Data entries:

↓

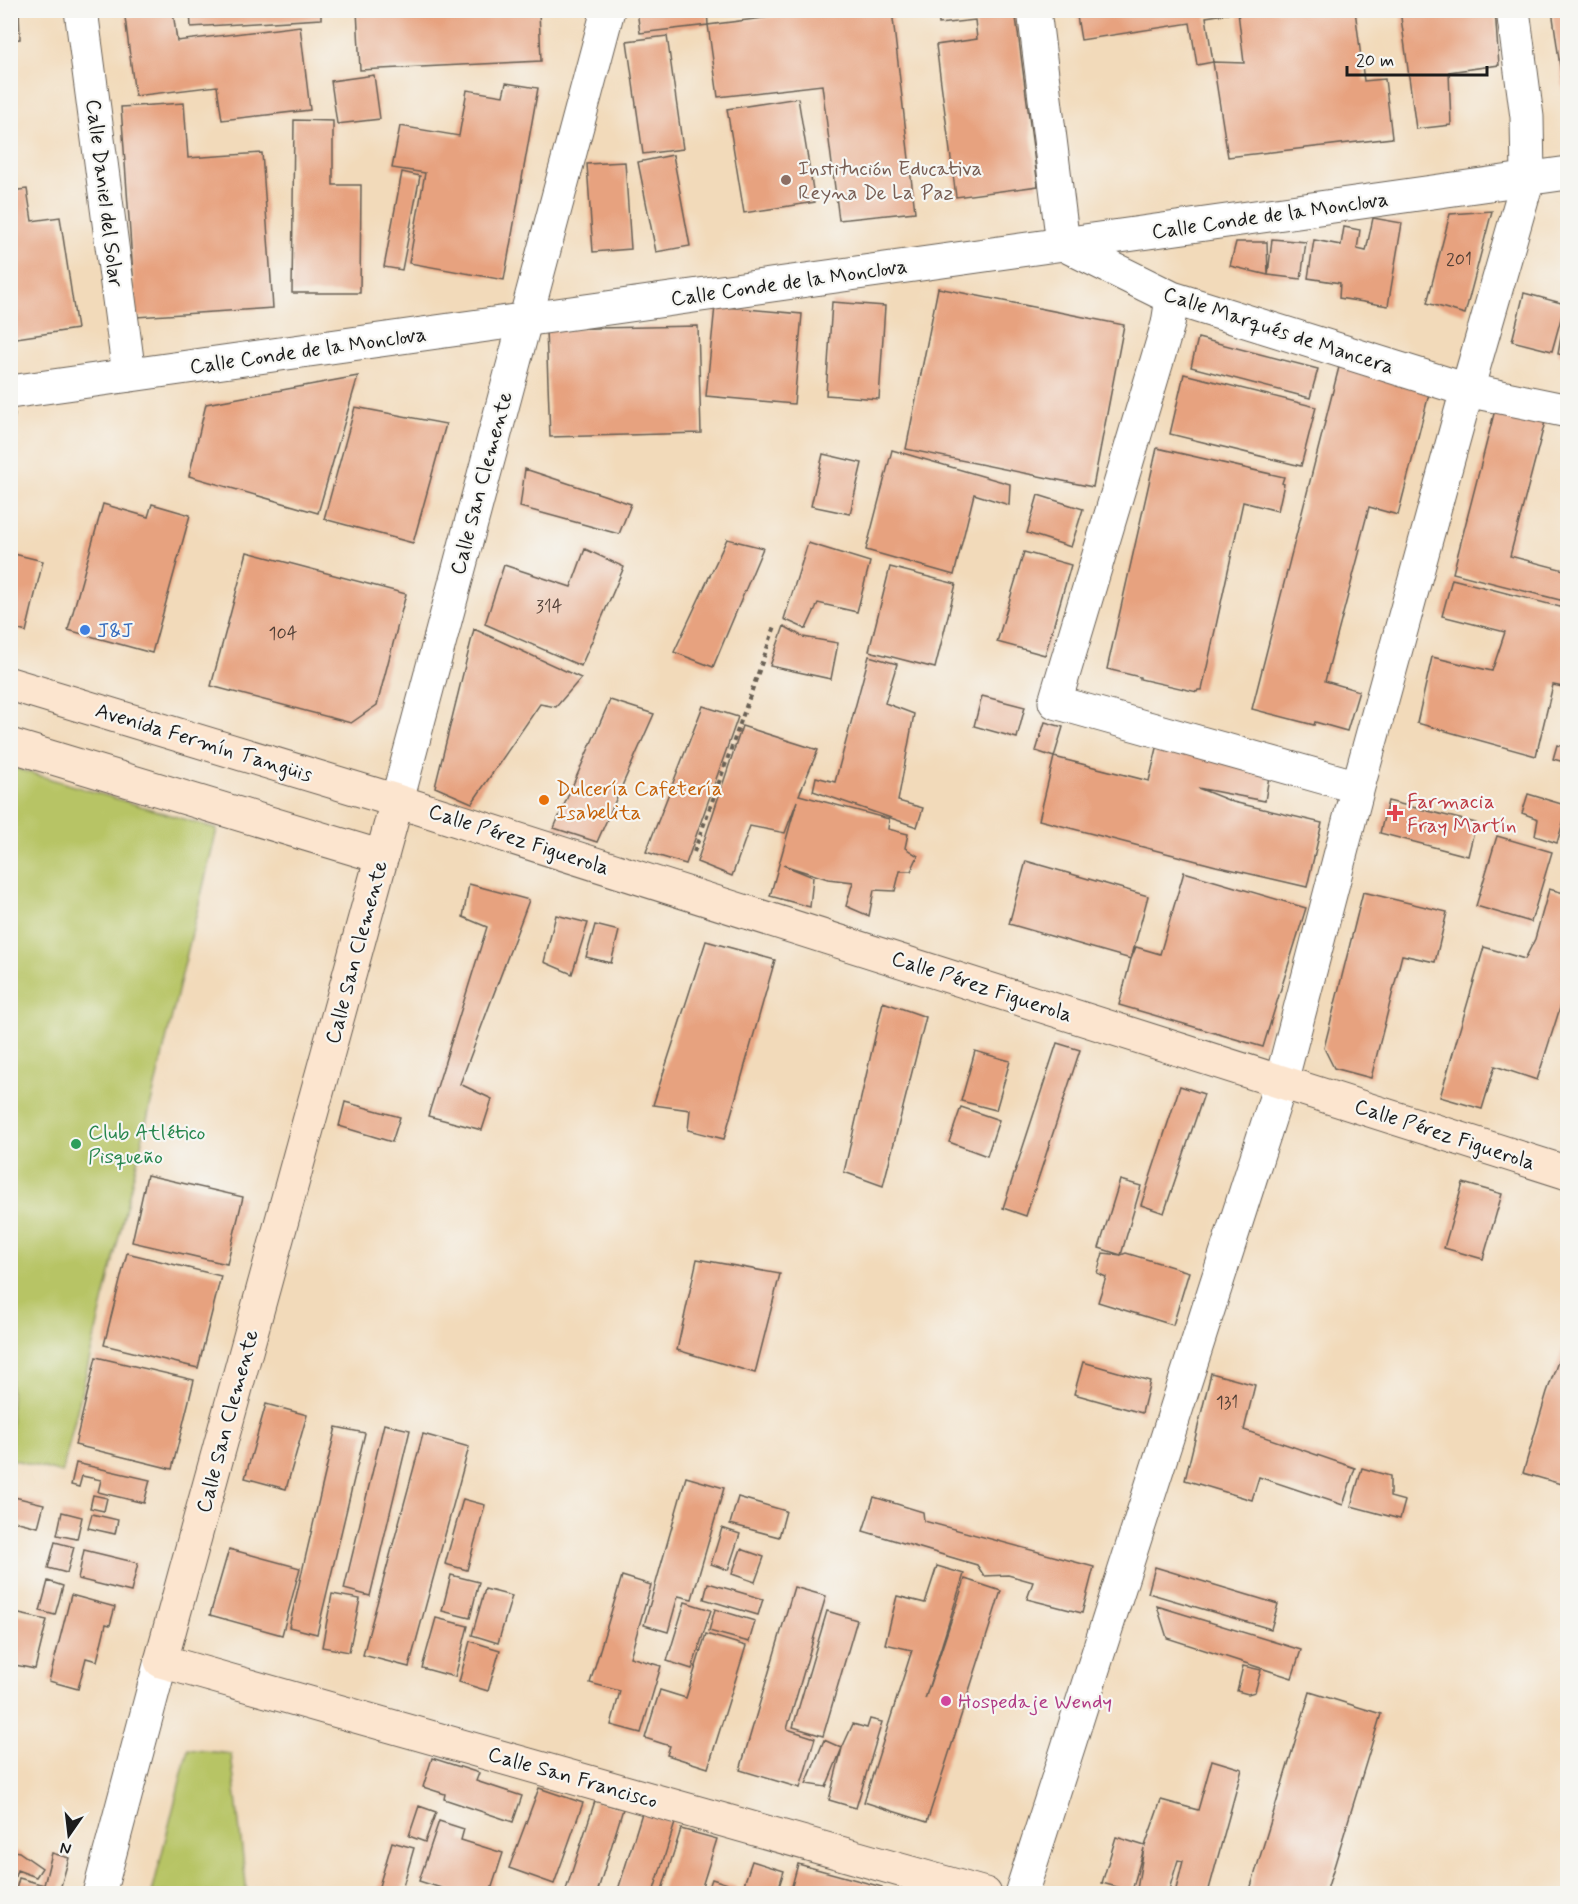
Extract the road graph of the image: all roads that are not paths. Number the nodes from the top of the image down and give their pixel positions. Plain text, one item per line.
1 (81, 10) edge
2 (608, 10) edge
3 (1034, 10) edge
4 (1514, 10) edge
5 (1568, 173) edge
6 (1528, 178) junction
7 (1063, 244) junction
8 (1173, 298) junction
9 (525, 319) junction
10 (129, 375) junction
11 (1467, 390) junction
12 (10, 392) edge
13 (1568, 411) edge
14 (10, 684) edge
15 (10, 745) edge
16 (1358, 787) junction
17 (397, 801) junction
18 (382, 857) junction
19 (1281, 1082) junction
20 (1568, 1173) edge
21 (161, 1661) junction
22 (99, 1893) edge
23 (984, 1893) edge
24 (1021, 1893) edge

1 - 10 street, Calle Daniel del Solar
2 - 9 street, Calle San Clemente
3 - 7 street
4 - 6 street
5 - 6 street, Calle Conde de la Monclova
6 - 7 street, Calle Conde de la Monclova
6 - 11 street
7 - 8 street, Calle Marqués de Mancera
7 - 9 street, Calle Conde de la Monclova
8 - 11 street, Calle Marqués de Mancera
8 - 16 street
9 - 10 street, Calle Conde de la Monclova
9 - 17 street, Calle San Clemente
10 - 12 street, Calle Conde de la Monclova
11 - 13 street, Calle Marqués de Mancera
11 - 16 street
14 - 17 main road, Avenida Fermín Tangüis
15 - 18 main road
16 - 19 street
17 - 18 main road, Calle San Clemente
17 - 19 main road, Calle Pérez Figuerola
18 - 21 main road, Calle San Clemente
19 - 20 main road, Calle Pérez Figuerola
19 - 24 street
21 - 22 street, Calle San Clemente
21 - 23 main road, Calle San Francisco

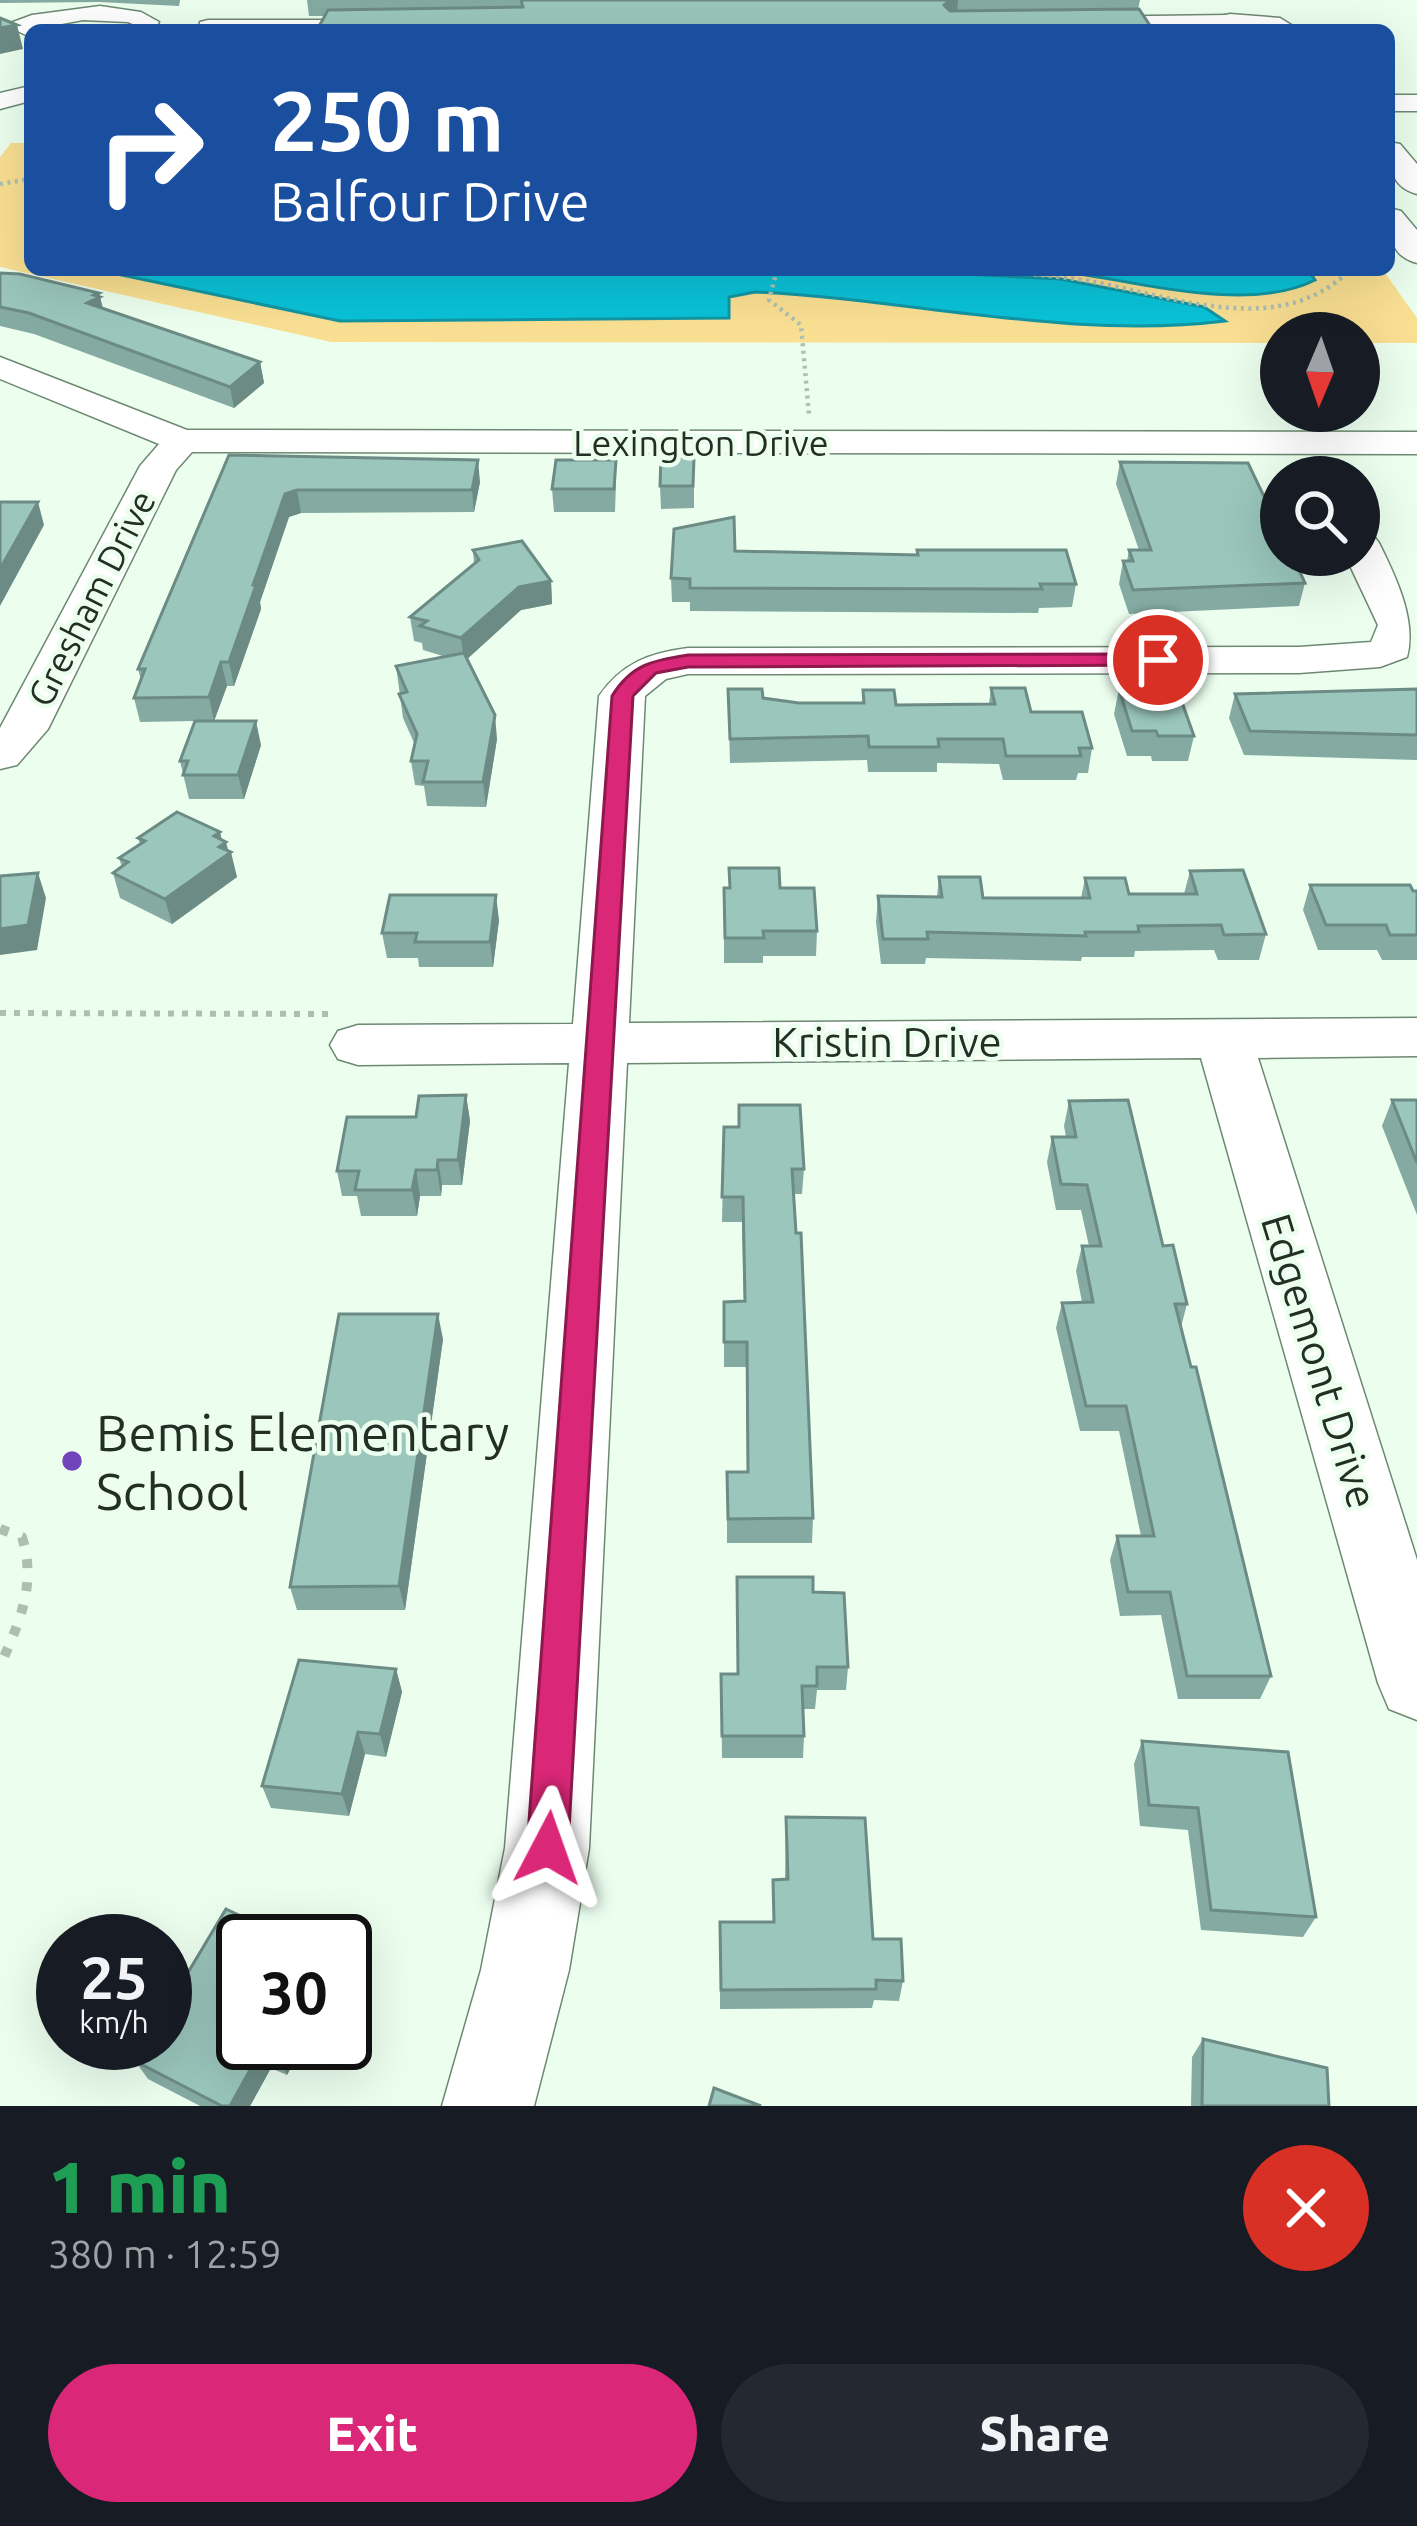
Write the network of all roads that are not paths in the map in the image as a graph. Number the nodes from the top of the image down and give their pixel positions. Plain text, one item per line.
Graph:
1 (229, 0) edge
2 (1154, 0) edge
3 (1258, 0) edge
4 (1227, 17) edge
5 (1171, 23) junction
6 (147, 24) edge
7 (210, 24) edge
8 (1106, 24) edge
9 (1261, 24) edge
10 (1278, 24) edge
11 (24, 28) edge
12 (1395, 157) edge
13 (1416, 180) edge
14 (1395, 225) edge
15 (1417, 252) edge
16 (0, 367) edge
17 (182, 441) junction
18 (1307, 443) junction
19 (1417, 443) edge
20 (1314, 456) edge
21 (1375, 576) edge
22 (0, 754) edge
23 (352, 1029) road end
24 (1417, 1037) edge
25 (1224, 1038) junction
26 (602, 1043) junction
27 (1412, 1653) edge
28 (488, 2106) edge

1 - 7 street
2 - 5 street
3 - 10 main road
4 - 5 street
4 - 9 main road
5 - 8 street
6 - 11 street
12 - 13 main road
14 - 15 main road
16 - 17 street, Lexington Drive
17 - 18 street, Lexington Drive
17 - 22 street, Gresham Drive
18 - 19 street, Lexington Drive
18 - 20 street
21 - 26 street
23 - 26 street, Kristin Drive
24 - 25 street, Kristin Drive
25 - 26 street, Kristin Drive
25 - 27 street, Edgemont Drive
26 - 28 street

↑

▸ **Instructions to follow**
Retype all the data exactly. Omit pictures.

▸ **Answer space**
Extract the road graph of the image: all roads that are not paths. Number the nodes from the top of the image down and give their pixel positions. Plain text, one item per line.
1 (81, 10) edge
2 (608, 10) edge
3 (1034, 10) edge
4 (1514, 10) edge
5 (1568, 173) edge
6 (1528, 178) junction
7 (1063, 244) junction
8 (1173, 298) junction
9 (525, 319) junction
10 (129, 375) junction
11 (1467, 390) junction
12 (10, 392) edge
13 (1568, 411) edge
14 (10, 684) edge
15 (10, 745) edge
16 (1358, 787) junction
17 (397, 801) junction
18 (382, 857) junction
19 (1281, 1082) junction
20 (1568, 1173) edge
21 (161, 1661) junction
22 (99, 1893) edge
23 (984, 1893) edge
24 (1021, 1893) edge

1 - 10 street, Calle Daniel del Solar
2 - 9 street, Calle San Clemente
3 - 7 street
4 - 6 street
5 - 6 street, Calle Conde de la Monclova
6 - 7 street, Calle Conde de la Monclova
6 - 11 street
7 - 8 street, Calle Marqués de Mancera
7 - 9 street, Calle Conde de la Monclova
8 - 11 street, Calle Marqués de Mancera
8 - 16 street
9 - 10 street, Calle Conde de la Monclova
9 - 17 street, Calle San Clemente
10 - 12 street, Calle Conde de la Monclova
11 - 13 street, Calle Marqués de Mancera
11 - 16 street
14 - 17 main road, Avenida Fermín Tangüis
15 - 18 main road
16 - 19 street
17 - 18 main road, Calle San Clemente
17 - 19 main road, Calle Pérez Figuerola
18 - 21 main road, Calle San Clemente
19 - 20 main road, Calle Pérez Figuerola
19 - 24 street
21 - 22 street, Calle San Clemente
21 - 23 main road, Calle San Francisco

Write the network of all roads that are not paths in the map in the image as a graph. Number the nodes from the top of the image down and give their pixel positions. Plain text, one item per line.
Graph:
1 (229, 0) edge
2 (1154, 0) edge
3 (1258, 0) edge
4 (1227, 17) edge
5 (1171, 23) junction
6 (147, 24) edge
7 (210, 24) edge
8 (1106, 24) edge
9 (1261, 24) edge
10 (1278, 24) edge
11 (24, 28) edge
12 (1395, 157) edge
13 (1416, 180) edge
14 (1395, 225) edge
15 (1417, 252) edge
16 (0, 367) edge
17 (182, 441) junction
18 (1307, 443) junction
19 (1417, 443) edge
20 (1314, 456) edge
21 (1375, 576) edge
22 (0, 754) edge
23 (352, 1029) road end
24 (1417, 1037) edge
25 (1224, 1038) junction
26 (602, 1043) junction
27 (1412, 1653) edge
28 (488, 2106) edge

1 - 7 street
2 - 5 street
3 - 10 main road
4 - 5 street
4 - 9 main road
5 - 8 street
6 - 11 street
12 - 13 main road
14 - 15 main road
16 - 17 street, Lexington Drive
17 - 18 street, Lexington Drive
17 - 22 street, Gresham Drive
18 - 19 street, Lexington Drive
18 - 20 street
21 - 26 street
23 - 26 street, Kristin Drive
24 - 25 street, Kristin Drive
25 - 26 street, Kristin Drive
25 - 27 street, Edgemont Drive
26 - 28 street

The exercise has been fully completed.